Tiga hari sebelum hari H
kami baru dikabari jika Mbak Dian berhalangan hadir dan ia memberikan mandat
ini kepada kami. Meskipun dag dig dug ser, akhirnya aku memberanikan diri
menjadi moderator. Lagi-lagi menjadi moderator adalah pengalaman pertama
buatku. Terlebih ketika aku tahu bahwa penulis dan pembedahnya merupakan
seorang dosen, makjleb rasanya. Antara antusias, grogi, takut, semua bercampur
aduk. Dengan segala cara aku coba tepis semua pikiran yang membuatku down, kubuat itu semacam tantangan dan
semangat serta pembuktian bahwa aku bisa melaksanakan amanah ini. Kucukupkan
waktu tiga hari tersebut untuk membaca buku Refrain Penghabisan di samping
berkutat dengan tugas-tugas menulis yang lain. Sempat terpikir untuk
membatalkan, mengingat Refrain Penghabisan adalah buku antologi puisi dan
banyak di antaranya mengenai sosial politik, yang mana kedua hal tersebut
bagiku adalah hal yang rumit dan susah dipahami. Namun lagi-lagi segera kutepis
niatan itu dan mulai meracuni diri senidiri dengan mantra-mantra motivasi.
Akhirnya hari H pun tiba.
Lokasi bedah buku ada di Kampoeng Prawirotaman, untungnya sehari sebelumnya aku
sudah survey lokasi jadi tidak begitu sulit menemukan ruang berlangsungnya
bedah buku. Tugas pertama adalah bertemu Pak Loy dan Pak Yoseph, beliau berdua
selain penulis juga dosen dan praktisi di bidangnya. Ada juga seorang lagi,
rekan Pak Loy dan Pak Yoseph yang datang langsung dari Mataram. Aku lupa
namanya, beliau seorang pendeta dan rela datang jauh-jauh demi agenda ini.

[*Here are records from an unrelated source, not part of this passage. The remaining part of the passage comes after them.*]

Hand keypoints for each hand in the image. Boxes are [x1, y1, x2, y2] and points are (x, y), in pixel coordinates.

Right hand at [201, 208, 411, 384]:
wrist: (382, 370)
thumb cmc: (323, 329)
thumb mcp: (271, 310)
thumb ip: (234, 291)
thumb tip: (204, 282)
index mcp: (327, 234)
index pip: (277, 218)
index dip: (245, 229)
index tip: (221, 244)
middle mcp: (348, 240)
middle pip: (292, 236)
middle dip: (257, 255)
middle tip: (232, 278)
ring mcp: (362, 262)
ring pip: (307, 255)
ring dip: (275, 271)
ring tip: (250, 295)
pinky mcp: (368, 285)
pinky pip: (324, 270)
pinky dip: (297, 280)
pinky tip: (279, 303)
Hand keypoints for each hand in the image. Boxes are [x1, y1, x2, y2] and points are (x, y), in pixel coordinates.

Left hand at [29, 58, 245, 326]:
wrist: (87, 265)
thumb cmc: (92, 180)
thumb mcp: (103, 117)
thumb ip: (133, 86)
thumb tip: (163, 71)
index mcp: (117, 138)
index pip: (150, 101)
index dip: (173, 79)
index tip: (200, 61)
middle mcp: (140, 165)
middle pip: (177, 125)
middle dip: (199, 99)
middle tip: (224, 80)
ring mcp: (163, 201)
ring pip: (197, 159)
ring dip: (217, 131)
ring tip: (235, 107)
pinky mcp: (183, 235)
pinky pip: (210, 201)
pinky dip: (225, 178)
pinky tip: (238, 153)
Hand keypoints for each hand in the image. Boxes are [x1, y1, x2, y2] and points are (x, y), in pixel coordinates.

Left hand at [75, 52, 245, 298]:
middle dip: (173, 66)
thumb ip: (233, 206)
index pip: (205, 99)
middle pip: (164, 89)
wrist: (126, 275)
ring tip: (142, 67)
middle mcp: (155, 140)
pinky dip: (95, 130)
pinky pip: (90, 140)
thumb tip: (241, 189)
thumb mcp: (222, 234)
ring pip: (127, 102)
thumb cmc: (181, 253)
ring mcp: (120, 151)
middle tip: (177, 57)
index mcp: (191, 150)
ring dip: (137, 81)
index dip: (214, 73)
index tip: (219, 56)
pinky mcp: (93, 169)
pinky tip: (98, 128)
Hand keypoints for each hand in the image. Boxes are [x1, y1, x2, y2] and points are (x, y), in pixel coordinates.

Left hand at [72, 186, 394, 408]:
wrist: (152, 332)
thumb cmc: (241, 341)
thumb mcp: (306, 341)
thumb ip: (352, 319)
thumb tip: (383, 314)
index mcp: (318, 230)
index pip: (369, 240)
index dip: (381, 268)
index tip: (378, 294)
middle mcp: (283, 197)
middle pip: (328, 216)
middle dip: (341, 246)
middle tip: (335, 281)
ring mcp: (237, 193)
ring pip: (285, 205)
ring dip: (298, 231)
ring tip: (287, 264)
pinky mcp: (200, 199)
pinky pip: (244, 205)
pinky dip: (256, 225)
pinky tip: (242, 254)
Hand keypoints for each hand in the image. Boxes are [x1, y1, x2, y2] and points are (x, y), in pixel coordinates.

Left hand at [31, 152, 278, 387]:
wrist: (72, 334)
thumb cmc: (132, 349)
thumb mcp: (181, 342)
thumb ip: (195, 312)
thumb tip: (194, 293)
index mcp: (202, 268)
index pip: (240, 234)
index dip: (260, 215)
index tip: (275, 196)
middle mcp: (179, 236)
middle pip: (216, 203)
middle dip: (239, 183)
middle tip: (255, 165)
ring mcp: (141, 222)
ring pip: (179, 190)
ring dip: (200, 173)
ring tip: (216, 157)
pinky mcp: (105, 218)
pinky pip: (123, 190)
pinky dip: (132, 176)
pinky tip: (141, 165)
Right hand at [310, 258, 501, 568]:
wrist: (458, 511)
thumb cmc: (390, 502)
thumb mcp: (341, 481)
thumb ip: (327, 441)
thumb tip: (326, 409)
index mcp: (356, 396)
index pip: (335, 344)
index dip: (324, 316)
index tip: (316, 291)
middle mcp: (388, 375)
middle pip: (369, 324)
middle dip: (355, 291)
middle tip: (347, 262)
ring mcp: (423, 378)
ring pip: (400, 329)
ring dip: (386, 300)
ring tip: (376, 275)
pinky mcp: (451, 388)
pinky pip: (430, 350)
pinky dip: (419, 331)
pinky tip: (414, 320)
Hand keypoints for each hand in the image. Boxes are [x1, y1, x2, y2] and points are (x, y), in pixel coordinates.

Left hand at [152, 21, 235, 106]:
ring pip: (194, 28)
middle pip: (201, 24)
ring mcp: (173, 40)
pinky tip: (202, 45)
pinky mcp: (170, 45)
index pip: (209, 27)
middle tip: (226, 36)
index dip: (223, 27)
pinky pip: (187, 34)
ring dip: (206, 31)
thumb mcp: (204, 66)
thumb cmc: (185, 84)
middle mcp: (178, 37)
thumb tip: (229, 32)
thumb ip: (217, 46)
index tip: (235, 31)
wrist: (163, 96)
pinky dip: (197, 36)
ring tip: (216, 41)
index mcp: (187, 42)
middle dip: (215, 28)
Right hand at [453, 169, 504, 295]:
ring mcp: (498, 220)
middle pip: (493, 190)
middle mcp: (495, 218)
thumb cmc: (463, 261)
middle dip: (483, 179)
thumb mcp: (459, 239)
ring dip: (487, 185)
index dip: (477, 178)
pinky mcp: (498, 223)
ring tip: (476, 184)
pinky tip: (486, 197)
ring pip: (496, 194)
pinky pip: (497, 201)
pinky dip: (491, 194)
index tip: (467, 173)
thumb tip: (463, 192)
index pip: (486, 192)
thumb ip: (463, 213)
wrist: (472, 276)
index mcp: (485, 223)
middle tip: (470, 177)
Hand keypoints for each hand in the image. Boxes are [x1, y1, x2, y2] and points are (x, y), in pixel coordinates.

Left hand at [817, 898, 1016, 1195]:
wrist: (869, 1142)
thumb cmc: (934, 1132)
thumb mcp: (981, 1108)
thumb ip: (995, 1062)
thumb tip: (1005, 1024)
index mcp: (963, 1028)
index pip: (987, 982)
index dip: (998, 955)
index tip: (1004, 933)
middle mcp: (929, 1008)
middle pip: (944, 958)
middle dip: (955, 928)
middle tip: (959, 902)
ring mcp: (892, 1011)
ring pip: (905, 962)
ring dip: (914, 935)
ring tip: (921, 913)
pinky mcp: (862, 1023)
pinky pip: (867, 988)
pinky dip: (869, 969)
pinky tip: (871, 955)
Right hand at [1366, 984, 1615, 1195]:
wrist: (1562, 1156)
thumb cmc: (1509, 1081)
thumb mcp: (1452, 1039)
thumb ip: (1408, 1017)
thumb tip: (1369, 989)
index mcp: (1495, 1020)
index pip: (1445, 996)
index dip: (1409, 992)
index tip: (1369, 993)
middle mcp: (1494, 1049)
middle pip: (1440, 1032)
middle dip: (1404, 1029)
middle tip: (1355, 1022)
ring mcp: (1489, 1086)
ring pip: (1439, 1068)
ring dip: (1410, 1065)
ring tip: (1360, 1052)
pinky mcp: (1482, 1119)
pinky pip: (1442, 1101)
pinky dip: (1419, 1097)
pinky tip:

Mereka orang yang ramah, aku banyak diajak menelusuri cerita-cerita masa muda
mereka di Nusa Tenggara sebelum akhirnya pindah ke Jogjakarta. Banyak
perspektif baru yang aku dapatkan dari mereka, mengenai Indonesia, Sastra,
Islam, Nasrani dan masih banyak lagi. Ternyata memang benar, semakin tinggi ilmu seseorang maka semakin
rendah hati dan sederhaha tutur bahasanya. Omong-omong, Pak Loy ini dulunya
adalah dosen Mas Bajang, jadilah obrolan kami semakin penuh nostalgia.
Bedah buku akhirnya
selesai dengan durasi sekitar 2 jam. Meskipun yang hadir sedikit, tapi kami
cukup senang karena dengan begitu diskusi bisa lebih intens. “Bagus kok mbak
Ita, terima kasih ya.” Ucap Pak Yoseph. Aku tahu kalimat itu sangat sederhana,
tapi buatku sendiri kalimat sesederhana itu adalah bentuk apresiasi yang tak
terkira. “Wah sudah semester akhir ya?
Semangat ya, semoga nanti lulus bisa nerbitin buku banyak orang seperti Mas
Bajang.” Aku aminkan doa Pak Loy, semoga ya Pak! Buku dengan tanda tangan
penulis serta pembedah ini di tambah bolpoin pemberian langsung dari Pak Yoseph
menambah suka cita malam itu. Terima kasih ya Bapak-Bapak dan Mas-Mas atas
wejangan dan semangatnya, semoga lain waktu kita dapat bersua lagi.